Şiddet nedeniyle kurum ve kuruluşlara başvuru
Yine 2014 verilerine göre Türkiye genelinde fiziksel ve/veya cinsel şiddete maruz kalmış kadınların yüzde 89 kurum ya da kuruluşlara başvurmamış. Yüzde 7 oranında polise yapılan başvurulardan yüzde 29’unun da kadının eşiyle uzlaştırılmasıyla, yüzde 23’ü tedbir kararı alınmasıyla, yüzde 41’i polisin başka kurum kuruluşa yönlendirmesiyle sonuçlanırken, başvuruların yüzde 13’ünde hiçbir şey yapılmadığı ortaya çıktı.
Kadınların yüzde 4'ü yardım edileceğine inanmadığı için başvuru yapmıyor
Şiddet nedeniyle yardım talebinde bulunan kadınların yüzde 69'ı maruz kaldıkları şiddete daha fazla dayanamadıklarından ötürü başvuru yaptığını belirtiyor.
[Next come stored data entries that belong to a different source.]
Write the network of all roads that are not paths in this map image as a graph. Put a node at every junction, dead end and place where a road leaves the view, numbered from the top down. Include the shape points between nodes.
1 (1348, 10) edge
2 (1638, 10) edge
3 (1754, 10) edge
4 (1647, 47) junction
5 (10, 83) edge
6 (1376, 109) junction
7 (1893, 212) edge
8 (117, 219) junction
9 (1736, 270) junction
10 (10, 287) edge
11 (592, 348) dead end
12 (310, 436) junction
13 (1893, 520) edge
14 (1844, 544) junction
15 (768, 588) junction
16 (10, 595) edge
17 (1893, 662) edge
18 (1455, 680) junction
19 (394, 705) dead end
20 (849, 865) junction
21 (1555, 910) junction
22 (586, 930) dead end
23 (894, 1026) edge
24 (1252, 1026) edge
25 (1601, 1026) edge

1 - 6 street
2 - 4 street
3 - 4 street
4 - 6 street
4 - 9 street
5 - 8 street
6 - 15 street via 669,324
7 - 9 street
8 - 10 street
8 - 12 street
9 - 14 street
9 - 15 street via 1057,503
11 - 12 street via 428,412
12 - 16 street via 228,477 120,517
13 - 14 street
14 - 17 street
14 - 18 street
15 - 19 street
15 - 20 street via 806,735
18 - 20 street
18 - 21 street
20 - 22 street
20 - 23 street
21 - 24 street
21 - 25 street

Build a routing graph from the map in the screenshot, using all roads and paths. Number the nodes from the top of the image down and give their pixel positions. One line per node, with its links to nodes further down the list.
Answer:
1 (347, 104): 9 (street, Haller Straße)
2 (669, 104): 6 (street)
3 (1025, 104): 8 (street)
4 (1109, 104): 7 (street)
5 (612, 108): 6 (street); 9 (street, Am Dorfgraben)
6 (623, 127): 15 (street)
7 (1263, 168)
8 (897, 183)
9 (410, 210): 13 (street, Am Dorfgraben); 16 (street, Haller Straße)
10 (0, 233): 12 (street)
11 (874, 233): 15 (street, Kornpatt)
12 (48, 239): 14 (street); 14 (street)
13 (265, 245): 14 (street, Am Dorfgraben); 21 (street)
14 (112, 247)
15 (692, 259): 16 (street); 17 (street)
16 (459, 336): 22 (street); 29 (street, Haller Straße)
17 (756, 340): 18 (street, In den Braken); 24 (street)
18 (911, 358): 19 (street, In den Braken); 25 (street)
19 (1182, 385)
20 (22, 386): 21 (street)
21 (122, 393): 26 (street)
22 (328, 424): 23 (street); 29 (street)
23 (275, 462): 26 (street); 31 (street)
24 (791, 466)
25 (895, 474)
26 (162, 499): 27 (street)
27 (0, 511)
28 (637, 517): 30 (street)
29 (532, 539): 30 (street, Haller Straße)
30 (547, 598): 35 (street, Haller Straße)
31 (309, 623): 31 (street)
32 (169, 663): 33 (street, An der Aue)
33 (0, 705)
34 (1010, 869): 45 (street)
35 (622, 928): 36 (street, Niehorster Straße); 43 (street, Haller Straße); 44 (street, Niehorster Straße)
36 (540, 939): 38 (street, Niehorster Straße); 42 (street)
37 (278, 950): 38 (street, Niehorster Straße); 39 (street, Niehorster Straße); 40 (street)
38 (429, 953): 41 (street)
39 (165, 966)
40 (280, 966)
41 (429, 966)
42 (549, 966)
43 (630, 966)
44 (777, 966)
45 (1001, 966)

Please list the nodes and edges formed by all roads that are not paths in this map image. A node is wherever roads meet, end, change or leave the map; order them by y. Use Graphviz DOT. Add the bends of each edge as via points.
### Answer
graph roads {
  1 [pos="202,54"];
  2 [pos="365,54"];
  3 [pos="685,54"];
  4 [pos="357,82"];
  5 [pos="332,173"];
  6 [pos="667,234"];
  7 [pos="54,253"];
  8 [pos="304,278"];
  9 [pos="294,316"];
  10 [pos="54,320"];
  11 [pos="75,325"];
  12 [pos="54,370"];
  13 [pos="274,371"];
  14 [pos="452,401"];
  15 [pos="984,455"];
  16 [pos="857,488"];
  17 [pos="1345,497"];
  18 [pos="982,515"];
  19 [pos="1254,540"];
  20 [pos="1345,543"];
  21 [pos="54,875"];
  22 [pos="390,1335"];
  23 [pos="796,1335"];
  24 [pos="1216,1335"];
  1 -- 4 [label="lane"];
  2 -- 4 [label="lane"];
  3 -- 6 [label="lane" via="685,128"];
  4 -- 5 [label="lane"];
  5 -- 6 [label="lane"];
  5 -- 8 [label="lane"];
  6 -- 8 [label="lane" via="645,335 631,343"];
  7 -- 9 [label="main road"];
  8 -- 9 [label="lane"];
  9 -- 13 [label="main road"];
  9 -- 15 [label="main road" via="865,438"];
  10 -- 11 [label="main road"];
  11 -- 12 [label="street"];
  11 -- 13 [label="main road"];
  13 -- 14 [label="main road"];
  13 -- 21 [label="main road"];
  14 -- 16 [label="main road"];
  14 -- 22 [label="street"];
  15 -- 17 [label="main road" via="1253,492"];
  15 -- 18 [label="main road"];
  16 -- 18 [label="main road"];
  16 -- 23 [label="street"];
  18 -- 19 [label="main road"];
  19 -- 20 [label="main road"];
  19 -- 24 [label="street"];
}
Yüzde 30'u kötü bir şekilde yaralanmış olmaktan, yüzde 27'si erkeğin tehdit etmesi/öldürmeye çalışması/erkeğin kendisini öldürmesinden korkmasından, yüzde 25'i ise hukuki destek almak istemesinden dolayı başvuru yaptığı ortaya çıktı.
Maruz kaldıkları şiddet sonucunda herhangi bir kuruma başvurmayanların yüzde 15'i 'utanma' veya 'aile adının kötüye çıkma' korkusundan ötürü başvırmadığı ifade ediliyor.
Nereye başvuracağını bilmedikleri için yardım talep etmeyen kadınların oranı yüzde 13 iken, kadınların yüzde 4'ü ise yardım alabileceğine inanmadığı için başvuruda bulunmuyor.